Шрифт:
Интервал:
Закладка:
«Так вот, на гордость нашу показала советско-германская война, что не такие-то мы рабы, как нас заплевали во всех либерально-исторических исследованиях: не рабами тянулись к сабле снести голову Сталину-батюшке. (Да не рабами, и с этой стороны распрямлялись в красноармейской шинелке, – эту сложную форму краткой свободы невозможно было предсказать социологически.)» (ч. 5, гл. 1). «Крамольное» суждение иронически подпирается цитатой из Ленина.

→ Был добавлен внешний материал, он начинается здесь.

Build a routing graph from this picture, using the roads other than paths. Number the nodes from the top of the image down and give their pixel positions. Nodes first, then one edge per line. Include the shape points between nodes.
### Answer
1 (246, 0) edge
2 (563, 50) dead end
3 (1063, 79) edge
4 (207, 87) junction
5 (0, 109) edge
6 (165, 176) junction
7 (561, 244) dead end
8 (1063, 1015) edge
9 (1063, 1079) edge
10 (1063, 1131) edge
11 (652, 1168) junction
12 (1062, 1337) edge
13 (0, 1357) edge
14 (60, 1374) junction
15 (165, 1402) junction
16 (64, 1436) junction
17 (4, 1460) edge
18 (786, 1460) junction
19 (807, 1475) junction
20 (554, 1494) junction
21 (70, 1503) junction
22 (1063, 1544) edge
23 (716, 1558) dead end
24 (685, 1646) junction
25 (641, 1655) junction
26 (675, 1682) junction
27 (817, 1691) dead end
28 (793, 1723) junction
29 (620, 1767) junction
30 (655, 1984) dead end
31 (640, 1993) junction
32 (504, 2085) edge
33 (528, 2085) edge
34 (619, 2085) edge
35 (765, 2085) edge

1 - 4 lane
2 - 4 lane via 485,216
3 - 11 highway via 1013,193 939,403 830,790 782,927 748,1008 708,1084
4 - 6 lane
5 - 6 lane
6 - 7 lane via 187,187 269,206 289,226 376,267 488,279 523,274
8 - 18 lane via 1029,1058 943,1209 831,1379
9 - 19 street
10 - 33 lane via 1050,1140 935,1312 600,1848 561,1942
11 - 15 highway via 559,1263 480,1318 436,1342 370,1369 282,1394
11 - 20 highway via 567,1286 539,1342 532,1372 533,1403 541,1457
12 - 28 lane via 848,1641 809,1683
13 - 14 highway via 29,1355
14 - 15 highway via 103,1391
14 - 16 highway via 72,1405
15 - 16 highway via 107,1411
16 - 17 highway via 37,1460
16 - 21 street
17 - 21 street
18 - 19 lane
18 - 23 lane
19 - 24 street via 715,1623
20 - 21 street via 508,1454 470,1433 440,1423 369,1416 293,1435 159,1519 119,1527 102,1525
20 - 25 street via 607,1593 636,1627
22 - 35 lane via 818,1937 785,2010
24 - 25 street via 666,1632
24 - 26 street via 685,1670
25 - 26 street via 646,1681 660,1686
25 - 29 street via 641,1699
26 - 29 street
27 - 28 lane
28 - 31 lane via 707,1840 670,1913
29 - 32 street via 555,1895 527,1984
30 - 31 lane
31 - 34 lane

Образ легко справляется с идеологическими штампами. Но версия Солженицына вступает в полемику не только с ними. Военному официозу, спекуляциям на солдатской крови противостоял и «Василий Теркин» Твардовского, где создан совсем иной образ народной войны. На фоне поэмы Твардовского (и идущих в ее русле авторов солдатской и «лейтенантской» прозы) исследование Солженицына в очередной раз обнаруживает свою художественную природу. Утопический эпос с патриотической идеей общей участи и совместной защиты родной земли всеми, от генерала до солдата, вступает в конфликт с негативной эпопеей о восставшем против тирана, но потерпевшем неудачу народе. «Сложная форма краткой свободы» (замечательное определение ситуации военных лет) представлена в двух логически несовместимых, но психологически убедительных версиях.

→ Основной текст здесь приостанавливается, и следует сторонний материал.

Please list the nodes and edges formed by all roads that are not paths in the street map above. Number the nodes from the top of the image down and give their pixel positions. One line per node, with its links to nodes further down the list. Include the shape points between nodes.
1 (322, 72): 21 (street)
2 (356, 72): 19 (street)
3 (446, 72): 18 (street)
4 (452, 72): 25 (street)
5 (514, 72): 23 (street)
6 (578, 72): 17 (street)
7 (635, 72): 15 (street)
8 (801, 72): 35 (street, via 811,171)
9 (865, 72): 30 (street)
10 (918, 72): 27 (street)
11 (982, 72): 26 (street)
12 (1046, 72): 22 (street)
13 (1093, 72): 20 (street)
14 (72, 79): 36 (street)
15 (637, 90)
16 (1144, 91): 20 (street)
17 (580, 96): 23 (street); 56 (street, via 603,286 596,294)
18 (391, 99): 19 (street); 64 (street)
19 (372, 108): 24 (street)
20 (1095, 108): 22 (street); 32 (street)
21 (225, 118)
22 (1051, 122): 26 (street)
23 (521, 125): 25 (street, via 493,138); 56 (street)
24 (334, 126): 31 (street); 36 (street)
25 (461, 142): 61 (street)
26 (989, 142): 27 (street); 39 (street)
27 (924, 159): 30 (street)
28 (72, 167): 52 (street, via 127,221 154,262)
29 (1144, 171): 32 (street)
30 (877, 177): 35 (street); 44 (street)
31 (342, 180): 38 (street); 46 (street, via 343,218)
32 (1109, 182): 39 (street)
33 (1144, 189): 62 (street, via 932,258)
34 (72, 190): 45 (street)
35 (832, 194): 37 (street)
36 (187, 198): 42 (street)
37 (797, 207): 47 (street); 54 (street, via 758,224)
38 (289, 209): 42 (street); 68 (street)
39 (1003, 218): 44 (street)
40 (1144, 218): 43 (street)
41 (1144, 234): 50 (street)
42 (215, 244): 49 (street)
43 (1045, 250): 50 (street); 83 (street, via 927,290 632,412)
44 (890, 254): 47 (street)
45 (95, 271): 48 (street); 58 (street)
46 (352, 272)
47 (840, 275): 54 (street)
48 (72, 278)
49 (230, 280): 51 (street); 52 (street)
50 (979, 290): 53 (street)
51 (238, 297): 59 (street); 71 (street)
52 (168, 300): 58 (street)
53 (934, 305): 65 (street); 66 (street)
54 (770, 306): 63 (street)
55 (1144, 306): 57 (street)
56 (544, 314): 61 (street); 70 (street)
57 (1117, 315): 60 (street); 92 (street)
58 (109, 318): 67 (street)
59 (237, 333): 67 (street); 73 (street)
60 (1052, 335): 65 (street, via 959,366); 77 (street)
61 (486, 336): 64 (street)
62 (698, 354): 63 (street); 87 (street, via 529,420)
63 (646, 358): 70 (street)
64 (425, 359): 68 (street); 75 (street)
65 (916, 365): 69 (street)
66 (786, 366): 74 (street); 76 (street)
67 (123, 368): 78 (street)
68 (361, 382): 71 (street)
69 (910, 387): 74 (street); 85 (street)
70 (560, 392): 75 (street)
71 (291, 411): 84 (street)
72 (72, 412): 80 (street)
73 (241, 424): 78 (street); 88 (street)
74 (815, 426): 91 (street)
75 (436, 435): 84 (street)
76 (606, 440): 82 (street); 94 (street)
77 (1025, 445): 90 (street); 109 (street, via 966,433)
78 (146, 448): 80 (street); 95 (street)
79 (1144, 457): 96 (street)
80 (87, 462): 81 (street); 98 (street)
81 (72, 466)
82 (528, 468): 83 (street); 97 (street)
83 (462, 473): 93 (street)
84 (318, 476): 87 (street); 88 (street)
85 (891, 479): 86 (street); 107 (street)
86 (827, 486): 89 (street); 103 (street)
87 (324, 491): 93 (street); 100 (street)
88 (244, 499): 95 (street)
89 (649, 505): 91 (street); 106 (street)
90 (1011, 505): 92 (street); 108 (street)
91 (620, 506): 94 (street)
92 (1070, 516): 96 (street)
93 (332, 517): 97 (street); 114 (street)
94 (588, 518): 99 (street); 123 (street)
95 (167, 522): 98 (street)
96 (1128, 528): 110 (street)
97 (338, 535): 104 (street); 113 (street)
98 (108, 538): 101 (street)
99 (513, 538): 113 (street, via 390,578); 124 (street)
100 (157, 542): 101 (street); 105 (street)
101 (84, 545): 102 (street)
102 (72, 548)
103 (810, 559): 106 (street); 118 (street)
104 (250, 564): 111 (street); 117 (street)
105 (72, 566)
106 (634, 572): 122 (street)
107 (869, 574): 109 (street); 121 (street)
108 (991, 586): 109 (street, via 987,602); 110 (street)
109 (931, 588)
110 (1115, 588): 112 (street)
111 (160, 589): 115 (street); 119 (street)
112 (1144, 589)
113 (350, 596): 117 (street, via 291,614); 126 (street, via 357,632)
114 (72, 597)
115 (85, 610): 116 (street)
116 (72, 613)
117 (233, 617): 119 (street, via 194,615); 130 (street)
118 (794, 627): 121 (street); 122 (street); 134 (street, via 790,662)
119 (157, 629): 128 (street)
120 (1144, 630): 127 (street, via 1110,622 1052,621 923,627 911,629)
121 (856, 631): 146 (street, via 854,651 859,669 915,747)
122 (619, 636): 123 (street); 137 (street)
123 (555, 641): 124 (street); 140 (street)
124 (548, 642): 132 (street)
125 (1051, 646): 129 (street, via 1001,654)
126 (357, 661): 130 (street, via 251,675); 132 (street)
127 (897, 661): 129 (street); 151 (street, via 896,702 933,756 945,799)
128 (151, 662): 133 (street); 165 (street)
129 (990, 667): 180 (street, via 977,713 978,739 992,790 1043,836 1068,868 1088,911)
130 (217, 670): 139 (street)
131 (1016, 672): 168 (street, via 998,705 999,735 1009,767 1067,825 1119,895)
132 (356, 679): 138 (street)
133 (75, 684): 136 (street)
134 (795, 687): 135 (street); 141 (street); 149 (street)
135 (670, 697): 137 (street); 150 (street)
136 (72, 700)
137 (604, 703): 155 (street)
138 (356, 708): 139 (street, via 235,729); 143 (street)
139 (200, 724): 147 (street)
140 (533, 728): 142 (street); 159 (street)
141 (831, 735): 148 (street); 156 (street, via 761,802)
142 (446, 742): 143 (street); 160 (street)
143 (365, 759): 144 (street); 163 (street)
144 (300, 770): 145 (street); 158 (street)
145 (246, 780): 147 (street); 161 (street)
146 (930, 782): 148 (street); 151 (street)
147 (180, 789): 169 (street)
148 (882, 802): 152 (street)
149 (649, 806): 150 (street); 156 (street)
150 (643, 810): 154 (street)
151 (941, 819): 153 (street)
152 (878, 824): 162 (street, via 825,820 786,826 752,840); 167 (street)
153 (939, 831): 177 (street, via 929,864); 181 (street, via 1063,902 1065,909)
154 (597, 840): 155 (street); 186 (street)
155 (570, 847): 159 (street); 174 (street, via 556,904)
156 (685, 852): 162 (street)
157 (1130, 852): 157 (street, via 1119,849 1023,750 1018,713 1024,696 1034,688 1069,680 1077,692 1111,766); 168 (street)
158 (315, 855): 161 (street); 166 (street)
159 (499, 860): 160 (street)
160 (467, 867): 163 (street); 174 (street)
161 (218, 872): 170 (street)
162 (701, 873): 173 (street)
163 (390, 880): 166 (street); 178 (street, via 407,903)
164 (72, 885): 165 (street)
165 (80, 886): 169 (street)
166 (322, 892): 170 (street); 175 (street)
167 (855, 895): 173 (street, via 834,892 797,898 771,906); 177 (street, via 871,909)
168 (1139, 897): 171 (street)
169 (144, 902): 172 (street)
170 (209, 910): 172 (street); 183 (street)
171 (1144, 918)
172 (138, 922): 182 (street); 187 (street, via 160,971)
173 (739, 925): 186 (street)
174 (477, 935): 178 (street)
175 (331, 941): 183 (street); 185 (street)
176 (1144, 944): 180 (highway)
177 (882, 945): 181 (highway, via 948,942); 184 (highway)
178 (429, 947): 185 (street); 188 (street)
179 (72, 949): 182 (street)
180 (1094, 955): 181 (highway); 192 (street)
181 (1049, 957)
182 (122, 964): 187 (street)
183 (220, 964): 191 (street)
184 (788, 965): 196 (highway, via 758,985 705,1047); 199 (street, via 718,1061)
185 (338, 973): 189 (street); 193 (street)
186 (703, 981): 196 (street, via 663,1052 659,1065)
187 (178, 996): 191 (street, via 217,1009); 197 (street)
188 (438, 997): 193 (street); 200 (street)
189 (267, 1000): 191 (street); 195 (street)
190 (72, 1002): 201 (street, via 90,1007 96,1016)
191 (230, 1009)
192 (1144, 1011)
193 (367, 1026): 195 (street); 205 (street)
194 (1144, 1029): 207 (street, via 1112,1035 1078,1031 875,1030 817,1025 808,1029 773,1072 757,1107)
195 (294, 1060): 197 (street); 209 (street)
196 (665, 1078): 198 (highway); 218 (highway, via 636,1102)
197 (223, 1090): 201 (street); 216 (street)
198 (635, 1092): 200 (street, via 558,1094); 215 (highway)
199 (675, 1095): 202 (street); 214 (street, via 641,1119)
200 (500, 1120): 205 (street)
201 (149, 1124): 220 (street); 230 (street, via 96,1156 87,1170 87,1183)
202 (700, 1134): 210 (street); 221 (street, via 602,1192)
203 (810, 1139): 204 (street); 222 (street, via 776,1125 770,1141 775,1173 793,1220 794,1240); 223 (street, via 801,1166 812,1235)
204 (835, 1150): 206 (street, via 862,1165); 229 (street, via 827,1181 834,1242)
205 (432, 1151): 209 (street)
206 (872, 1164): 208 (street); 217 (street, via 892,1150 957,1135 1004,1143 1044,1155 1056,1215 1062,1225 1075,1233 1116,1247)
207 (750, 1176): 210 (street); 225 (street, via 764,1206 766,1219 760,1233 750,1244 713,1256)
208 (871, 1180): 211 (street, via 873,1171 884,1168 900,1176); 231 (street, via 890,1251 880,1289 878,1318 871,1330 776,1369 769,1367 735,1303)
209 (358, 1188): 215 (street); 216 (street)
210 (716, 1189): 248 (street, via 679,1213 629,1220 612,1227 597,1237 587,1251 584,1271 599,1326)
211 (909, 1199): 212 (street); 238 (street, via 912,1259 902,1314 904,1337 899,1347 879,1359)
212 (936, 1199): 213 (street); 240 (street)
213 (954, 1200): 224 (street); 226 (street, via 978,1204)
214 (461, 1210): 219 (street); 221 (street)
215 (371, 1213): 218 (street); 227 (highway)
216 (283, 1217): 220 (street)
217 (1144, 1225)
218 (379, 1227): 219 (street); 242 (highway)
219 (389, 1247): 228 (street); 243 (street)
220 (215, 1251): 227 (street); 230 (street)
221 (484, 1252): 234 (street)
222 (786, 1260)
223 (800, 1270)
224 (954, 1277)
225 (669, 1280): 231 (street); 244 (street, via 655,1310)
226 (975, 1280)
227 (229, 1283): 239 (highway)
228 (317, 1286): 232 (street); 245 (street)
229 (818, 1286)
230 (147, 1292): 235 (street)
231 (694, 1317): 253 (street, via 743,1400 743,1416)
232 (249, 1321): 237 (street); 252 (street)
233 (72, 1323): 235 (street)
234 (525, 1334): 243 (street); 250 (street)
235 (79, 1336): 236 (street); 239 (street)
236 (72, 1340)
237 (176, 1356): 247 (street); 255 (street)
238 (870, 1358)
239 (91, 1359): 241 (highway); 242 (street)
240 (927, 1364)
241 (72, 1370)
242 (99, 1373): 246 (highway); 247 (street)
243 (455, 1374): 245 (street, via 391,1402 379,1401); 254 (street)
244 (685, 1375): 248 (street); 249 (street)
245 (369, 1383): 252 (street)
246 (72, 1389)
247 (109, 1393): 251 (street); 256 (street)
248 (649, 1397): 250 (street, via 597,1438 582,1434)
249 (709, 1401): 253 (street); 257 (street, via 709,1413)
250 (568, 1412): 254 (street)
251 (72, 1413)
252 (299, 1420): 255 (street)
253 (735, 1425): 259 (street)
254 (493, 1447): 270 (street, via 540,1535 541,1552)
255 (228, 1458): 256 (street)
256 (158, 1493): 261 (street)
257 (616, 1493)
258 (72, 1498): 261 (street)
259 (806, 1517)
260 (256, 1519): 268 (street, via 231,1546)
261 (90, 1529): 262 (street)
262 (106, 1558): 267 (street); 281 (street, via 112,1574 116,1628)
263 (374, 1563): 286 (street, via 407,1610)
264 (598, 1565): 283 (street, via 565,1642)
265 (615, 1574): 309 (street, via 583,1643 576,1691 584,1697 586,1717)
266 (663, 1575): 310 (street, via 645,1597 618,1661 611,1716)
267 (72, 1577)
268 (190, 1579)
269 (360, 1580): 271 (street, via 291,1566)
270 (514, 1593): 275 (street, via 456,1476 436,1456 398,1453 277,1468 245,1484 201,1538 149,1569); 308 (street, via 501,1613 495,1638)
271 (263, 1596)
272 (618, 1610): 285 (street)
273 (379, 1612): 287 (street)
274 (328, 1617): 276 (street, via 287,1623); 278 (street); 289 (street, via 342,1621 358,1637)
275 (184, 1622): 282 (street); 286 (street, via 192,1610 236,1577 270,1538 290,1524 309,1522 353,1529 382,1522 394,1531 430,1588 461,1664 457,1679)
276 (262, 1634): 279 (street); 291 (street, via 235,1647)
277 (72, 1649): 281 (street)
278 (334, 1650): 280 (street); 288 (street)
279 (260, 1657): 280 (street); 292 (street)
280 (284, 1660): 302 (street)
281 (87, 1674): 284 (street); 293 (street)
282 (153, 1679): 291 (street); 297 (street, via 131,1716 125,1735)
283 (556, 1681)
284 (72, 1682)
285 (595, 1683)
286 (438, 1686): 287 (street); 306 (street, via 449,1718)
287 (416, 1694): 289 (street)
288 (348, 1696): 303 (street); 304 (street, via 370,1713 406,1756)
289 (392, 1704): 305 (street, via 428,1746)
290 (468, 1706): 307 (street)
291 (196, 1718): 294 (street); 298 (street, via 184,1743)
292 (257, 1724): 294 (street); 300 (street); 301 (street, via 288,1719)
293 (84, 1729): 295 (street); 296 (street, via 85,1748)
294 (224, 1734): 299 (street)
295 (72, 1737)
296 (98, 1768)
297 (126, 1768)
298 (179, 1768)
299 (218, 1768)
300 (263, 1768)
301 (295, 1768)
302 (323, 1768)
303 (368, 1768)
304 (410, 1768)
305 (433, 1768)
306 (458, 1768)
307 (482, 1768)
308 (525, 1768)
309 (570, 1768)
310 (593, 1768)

В подзаголовке книги стоят даты: 1918–1956. Разделываясь с мифами сталинской эпохи, Автор все время держит под прицелом Первого Вождя. Антиленинский пафос «Архипелага» не менее очевиден, чем антисталинский, но более поразителен, ибо Солженицын, с одной стороны, шел против мощного идеологического течения (противопоставление «хорошего» Ленина «плохому» Сталину было главным либеральным убеждением эпохи написания книги), а с другой – конструировал образ из всем известных материалов, напоминая то, что было обязательным элементом образования для любого советского человека.
Автор всего-навсего открывает на нужных страницах и читает свежими глазами в знакомой уже нам манере «заметок на полях» знаменитые синие тома пятого издания ленинского Полного собрания сочинений. (Помню, при первом чтении книги, в начале 1880-х, специально выписывал ссылки на источники: трудно было поверить, что это находится не в спецхране, а стоит на полке в любой библиотеке.)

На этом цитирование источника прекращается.